From the SF Chronicle: Architectural Mecca / Building design flavored by Islam / Most U.S. cities have buildings with echoes of Islamic design.
In 1961, a year before designing the World Trade Center towers, American architect Minoru Yamasaki completed a much smaller project that would influence the look of his new creation in New York City. The project was 6,000 miles away, in a country Yamasaki would visit many times over the next decade, Saudi Arabia. It's clear from the layout of the World Trade Center that Yamasaki incorporated aspects of Islamic design into the towers. This pattern was most visible at the base of the buildings, which were ringed by pointed arches resembling those found in mosques and on Muslim prayer rugs. The plaza fronting the towers paid homage to Mecca, Islam's holiest place, by replicating that city's courtyard layout, according to architect Laurie Kerr, who has studied Yamasaki's work. Yamasaki himself described the trade center plaza, which featured a circular fountain and places to sit, as a mecca -- "an oasis, a paved garden where people can spend a few moments to relieve the tensions and monotonies of the usual working day."
The article explores many other American architects and their buildings; the Trade Center's homage to Islamic architecture is particularly poignant, considering its fate. Forgive them, Lord, for they know not what they do....

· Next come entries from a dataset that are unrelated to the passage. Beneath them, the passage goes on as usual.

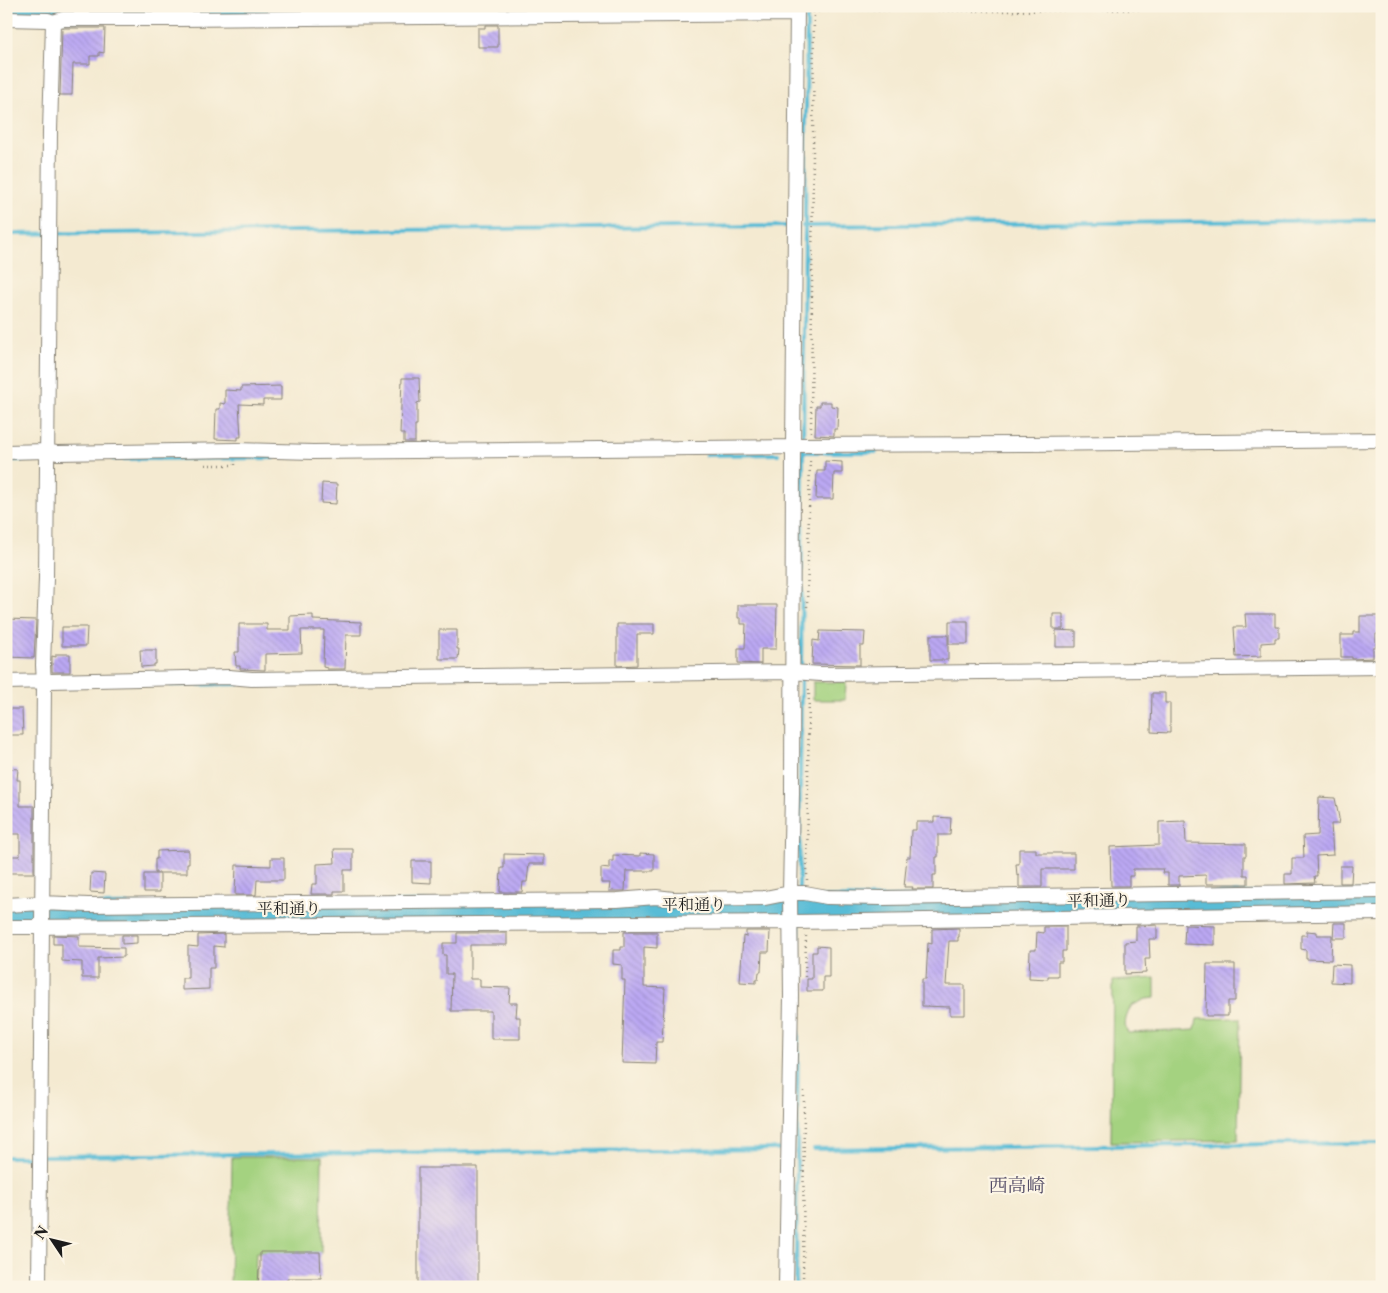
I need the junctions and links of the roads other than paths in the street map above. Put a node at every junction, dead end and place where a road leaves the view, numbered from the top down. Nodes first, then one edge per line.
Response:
1 (806, 10) edge
2 (6, 19) edge
3 (53, 22) junction
4 (1382, 440) edge
5 (802, 447) junction
6 (6, 452) edge
7 (47, 456) junction
8 (1382, 666) edge
9 (801, 675) junction
10 (6, 682) edge
11 (44, 685) junction
12 (1382, 891) edge
13 (797, 895) junction
14 (6, 905) edge
15 (43, 905) junction
16 (1382, 913) edge
17 (796, 921) junction
18 (44, 925) junction
19 (6, 927) edge
20 (39, 1287) edge
21 (786, 1287) edge

1 - 3 street
1 - 5 street
2 - 3 street
3 - 7 street
4 - 5 street
5 - 7 street
5 - 9 street
6 - 7 street
7 - 11 street
8 - 9 street
9 - 11 street
9 - 13 street
10 - 11 street
11 - 15 street
12 - 13 street
13 - 15 street
13 - 17 street
14 - 15 street
15 - 18 street
16 - 17 street, 平和通り
17 - 18 street, 平和通り
17 - 21 street
18 - 19 street, 平和通り
18 - 20 street

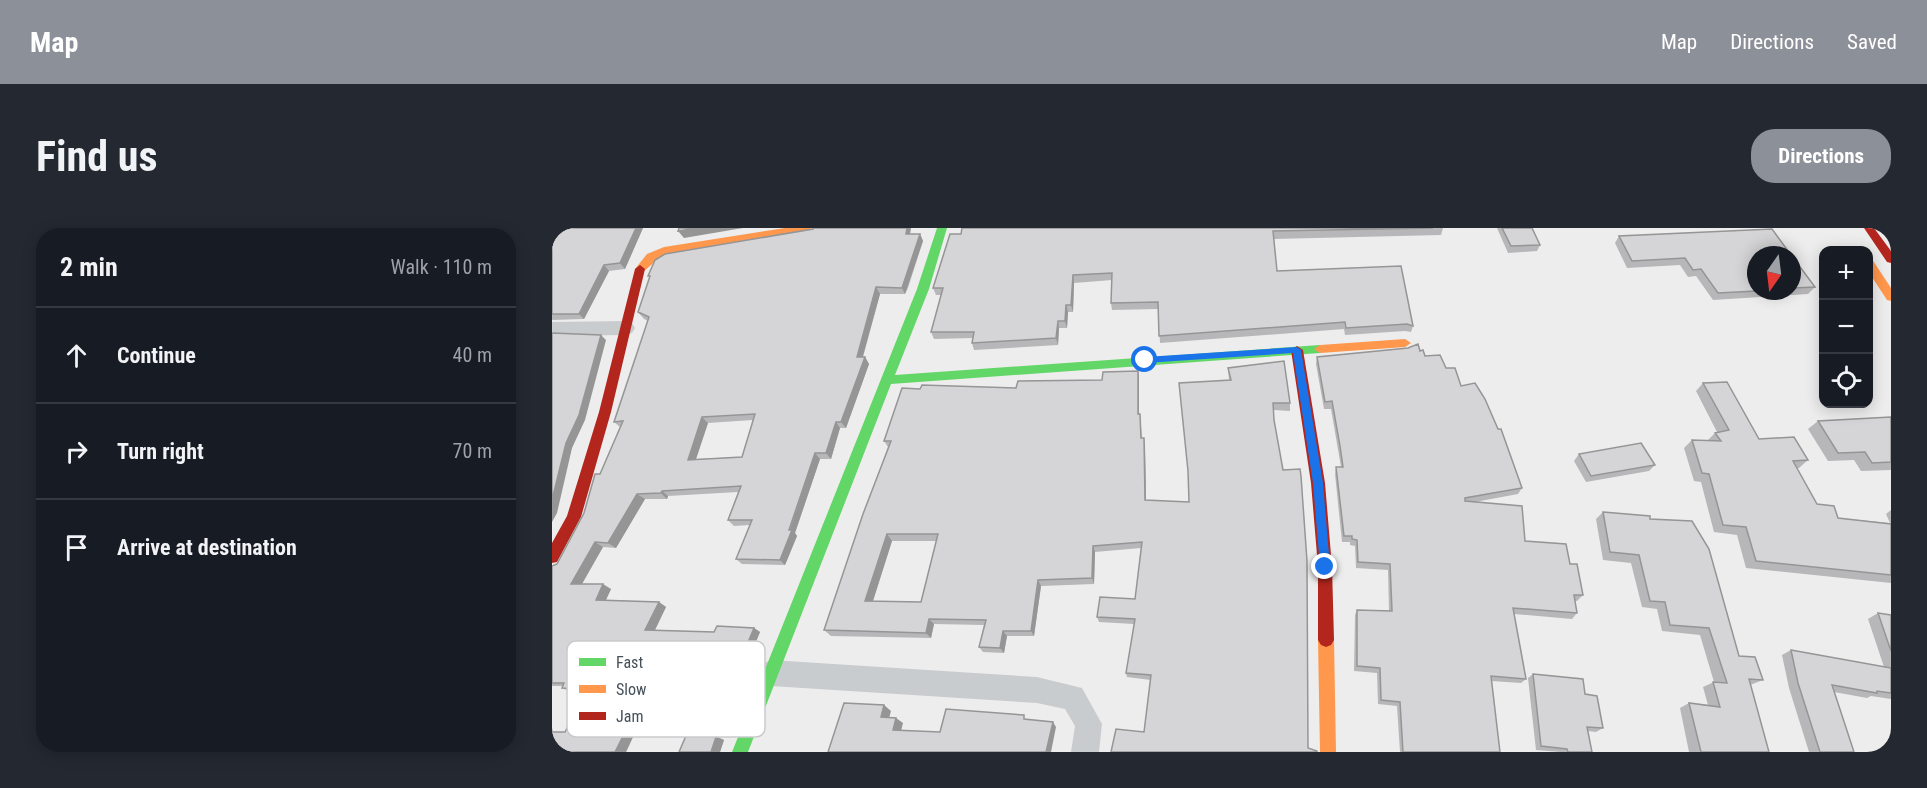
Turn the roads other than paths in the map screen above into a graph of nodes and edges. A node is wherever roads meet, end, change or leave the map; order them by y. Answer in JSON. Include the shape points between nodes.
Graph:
{"nodes":[{"id":1,"x":807,"y":228,"type":"edge"},
{"id":2,"x":942,"y":228,"type":"edge"},
{"id":3,"x":1869,"y":228,"type":"edge"},
{"id":4,"x":1891,"y":259,"type":"edge"},
{"id":5,"x":1873,"y":268,"type":"edge"},
{"id":6,"x":1891,"y":297,"type":"edge"},
{"id":7,"x":625,"y":328,"type":"junction"},
{"id":8,"x":552,"y":329,"type":"edge"},
{"id":9,"x":1405,"y":343,"type":"dead end"},
{"id":10,"x":1297,"y":350,"type":"junction"},
{"id":11,"x":886,"y":380,"type":"junction"},
{"id":12,"x":552,"y":557,"type":"edge"},
{"id":13,"x":771,"y":673,"type":"junction"},
{"id":14,"x":765,"y":689,"type":"edge"},
{"id":15,"x":747,"y":737,"type":"edge"},
{"id":16,"x":741,"y":752,"type":"edge"},
{"id":17,"x":1085,"y":752,"type":"edge"},
{"id":18,"x":1328,"y":752,"type":"edge"}],
"edges":[{"from":1,"to":7,"type":"main road","via":[[664,251],[651,257],[641,266]]},
{"from":2,"to":11,"type":"main road","via":[[923,289]]},
{"from":3,"to":4,"type":"main road"},
{"from":5,"to":6,"type":"main road"},
{"from":7,"to":8,"type":"street"},
{"from":7,"to":12,"type":"main road","via":[[574,517]]},
{"from":9,"to":10,"type":"main road"},
{"from":10,"to":11,"type":"main road"},
{"from":10,"to":18,"type":"main road","via":[[1318,483],[1325,567]]},
{"from":11,"to":13,"type":"main road"},
{"from":13,"to":14,"type":"main road"},
{"from":13,"to":17,"type":"street","via":[[1037,690],[1073,697],[1089,724]]},
{"from":15,"to":16,"type":"main road"}]}
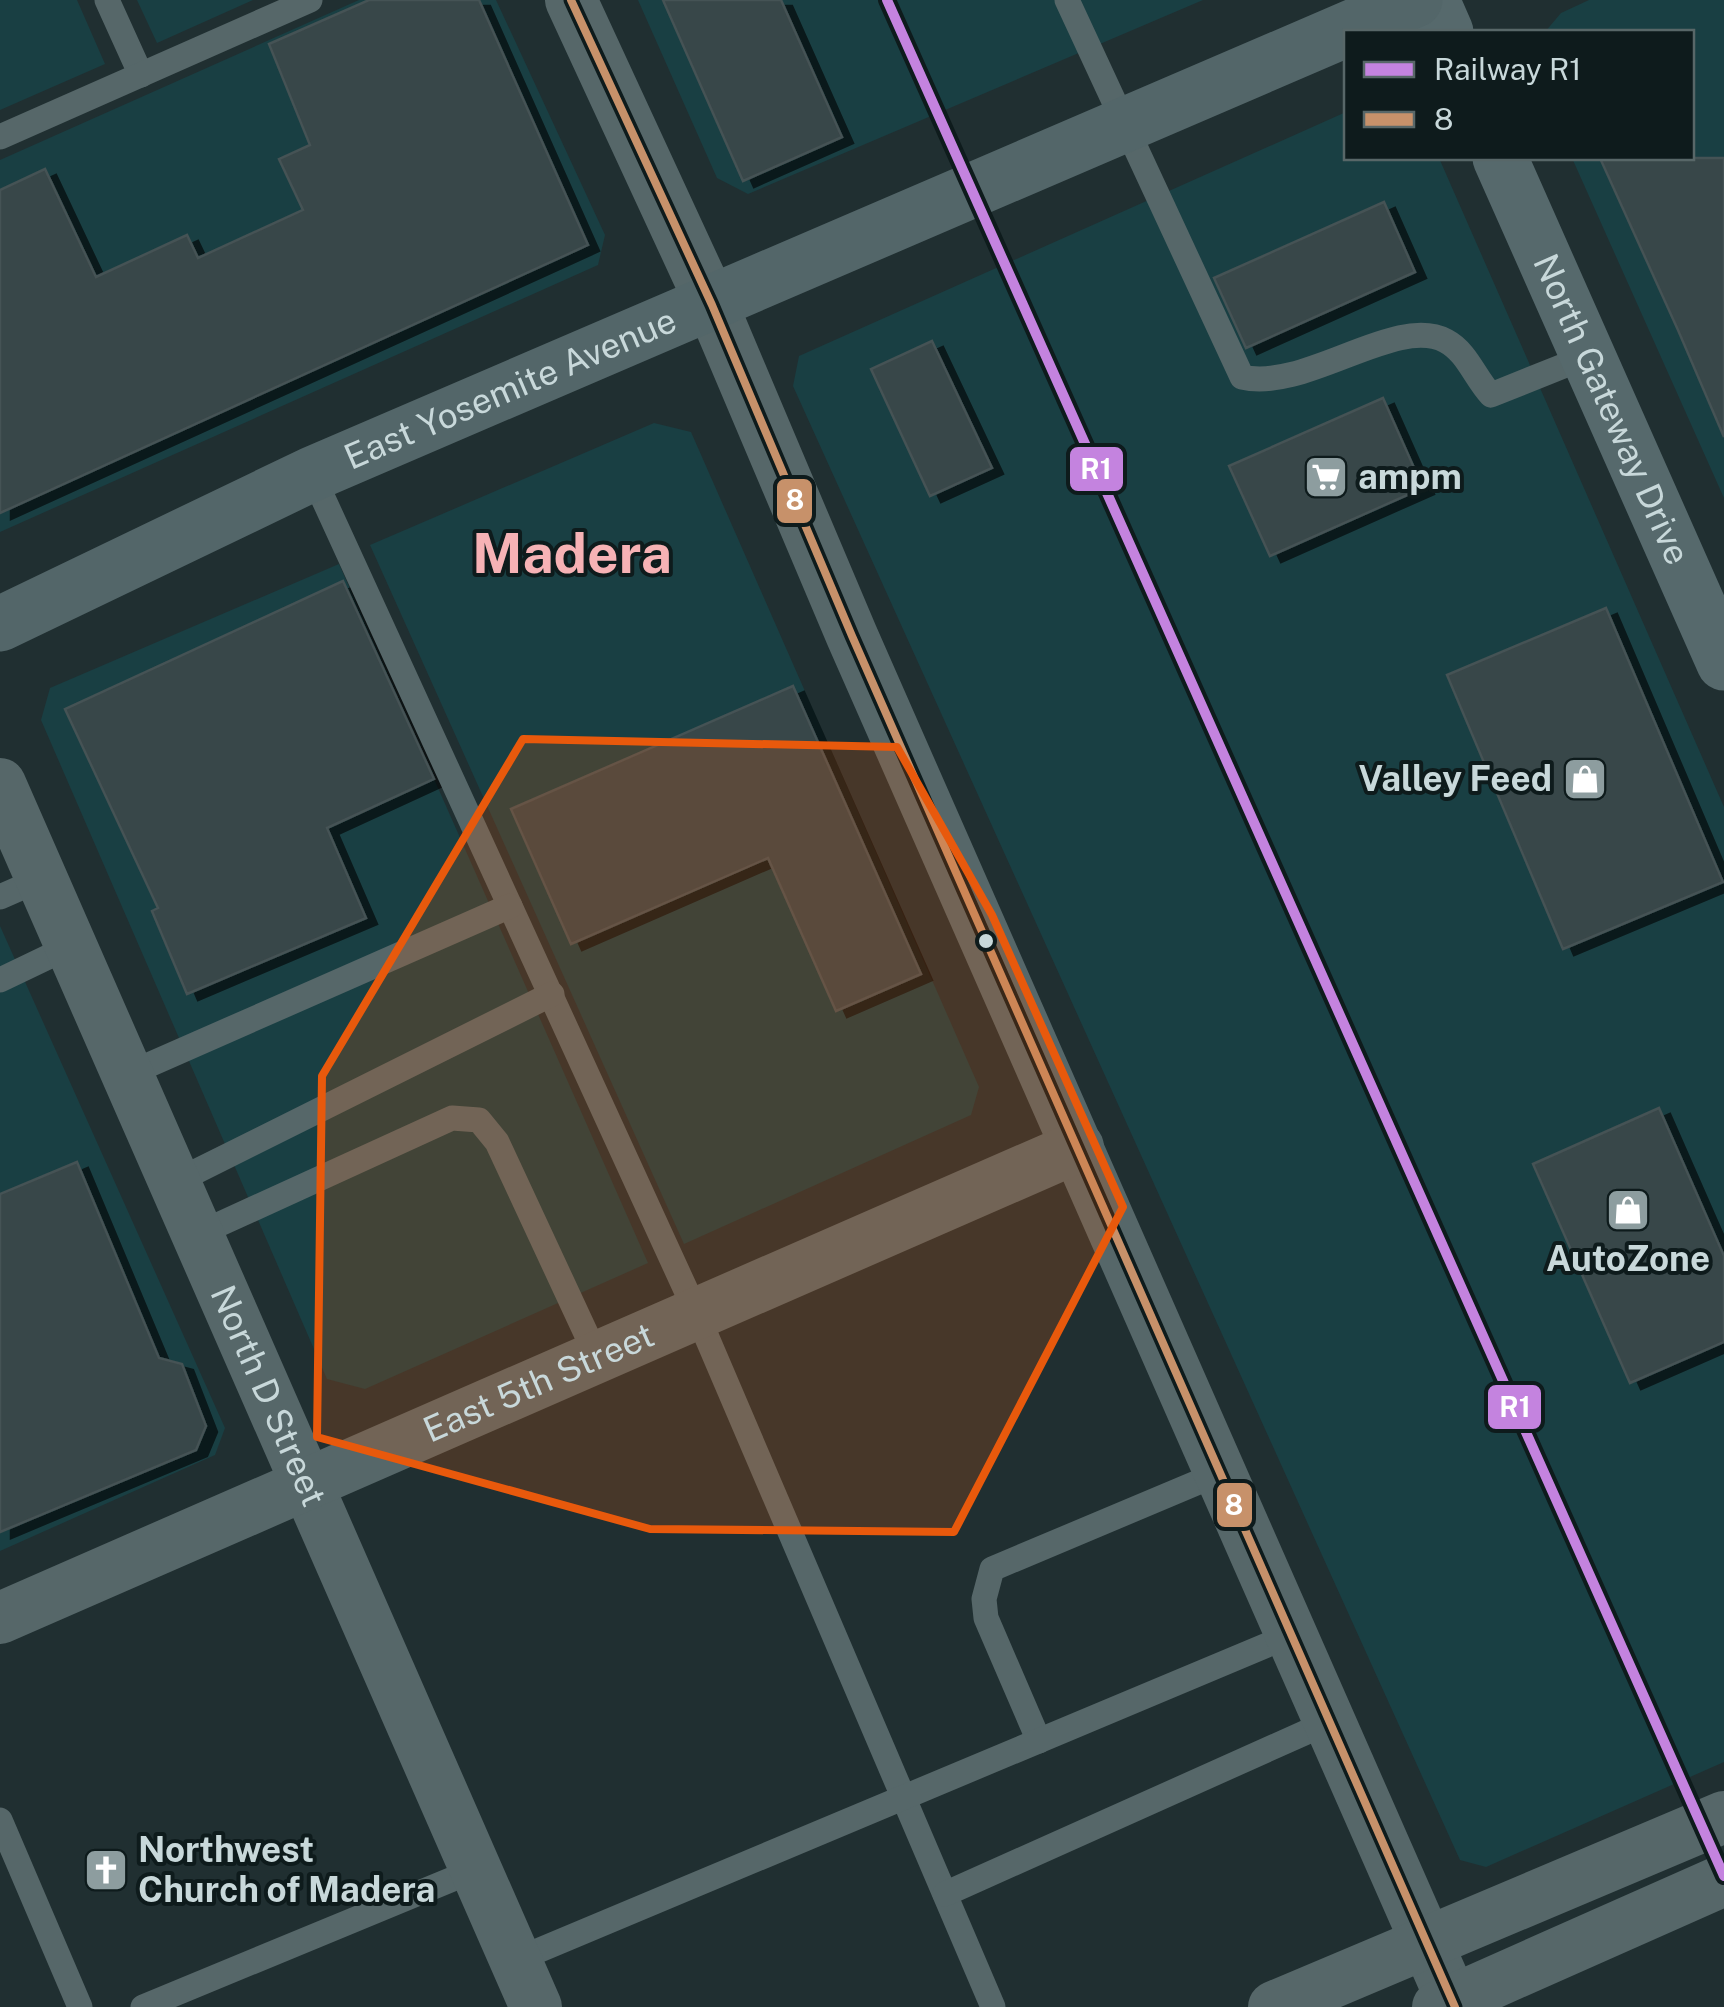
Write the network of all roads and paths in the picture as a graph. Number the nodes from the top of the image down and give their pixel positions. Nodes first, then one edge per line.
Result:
1 (107, 0) edge
2 (310, 0) edge
3 (571, 0) edge
4 (1068, 0) edge
5 (1416, 0) edge
6 (1432, 0) edge
7 (1344, 30) edge
8 (1345, 30) edge
9 (1445, 30) edge
10 (141, 75) junction
11 (1123, 124) junction
12 (0, 137) edge
13 (1501, 160) edge
14 (712, 305) junction
15 (1586, 358) junction
16 (312, 474) junction
17 (0, 624) edge
18 (1724, 662) edge
19 (0, 784) edge
20 (20, 888) edge
21 (510, 906) junction
22 (71, 946) junction
23 (0, 980) edge
24 (552, 994) junction
25 (126, 1075) junction
26 (1078, 1147) junction
27 (174, 1182) junction
28 (198, 1234) junction
29 (696, 1312) junction
30 (597, 1357) junction
31 (1220, 1473) junction
32 (308, 1484) junction
33 (0, 1618) edge
34 (1292, 1636) junction
35 (1329, 1722) junction
36 (1039, 1741) junction
37 (904, 1797) junction
38 (1724, 1817) edge
39 (0, 1820) edge
40 (477, 1868) junction
41 (1724, 1880) edge
42 (945, 1894) junction
43 (1426, 1942) junction
44 (516, 1960) junction
45 (1448, 2005) edge
46 (80, 2007) edge
47 (143, 2007) edge
48 (536, 2007) edge
49 (992, 2007) edge
50 (1274, 2007) edge

1 - 10 lane
2 - 10 lane
3 - 14 street
4 - 11 lane
5 - 8 main road, East Yosemite Avenue
6 - 9 main road
7 - 11 main road, East Yosemite Avenue
10 - 12 lane
11 - 14 main road, East Yosemite Avenue
11 - 15 lane
13 - 15 main road, North Gateway Drive
14 - 16 main road, East Yosemite Avenue
14 - 26 street
15 - 18 main road, North Gateway Drive
16 - 17 main road, East Yosemite Avenue
16 - 21 lane
19 - 20 street, North D Street
20 - 22 street, North D Street
21 - 24 lane
21 - 25 lane
22 - 23 lane
22 - 25 street, North D Street
24 - 27 lane
24 - 29 lane
25 - 27 street, North D Street
26 - 29 street, East 5th Street
26 - 31 street
27 - 28 street, North D Street
28 - 30 lane
28 - 32 street, North D Street
29 - 30 street, East 5th Street
29 - 37 lane
30 - 32 street, East 5th Street
31 - 34 street
31 - 36 lane
32 - 33 street, East 5th Street
32 - 40 street, North D Street
34 - 35 street
34 - 36 lane
35 - 42 lane
35 - 43 street
36 - 37 lane
37 - 42 lane
37 - 44 lane
38 - 43 street
39 - 46 lane
40 - 44 street, North D Street
40 - 47 lane
41 - 45 street
42 - 49 lane
43 - 45 street
43 - 50 street
44 - 48 street, North D Street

The Dove spent a year as a violin student in the Oberlin College conservatory, also designed by Yamasaki. The building featured those same lacy arches, which some compared to a radiator (college kids!). Practice rooms looked out through slender arched windows onto garden courtyards, another nod to Islamic design. The Dove knew the WTC connection at the time but really didn't see the Islamic connection - the Oberlin building looked more like a modernist take on gothic arches (or a radiator).
Click on the photo thumbnails in the article for larger pictures of Bay Area Islamic influenced buildings. I know and love all the buildings pictured, from the crazy Frank Lloyd Wright Marin Civic Center, to the Alcazar theater in San Francisco.
In this time of hysterical "us vs. them" polemics, an article pointing out the influences back and forth between Islam and the West contributes to knowledge, understanding and tolerance.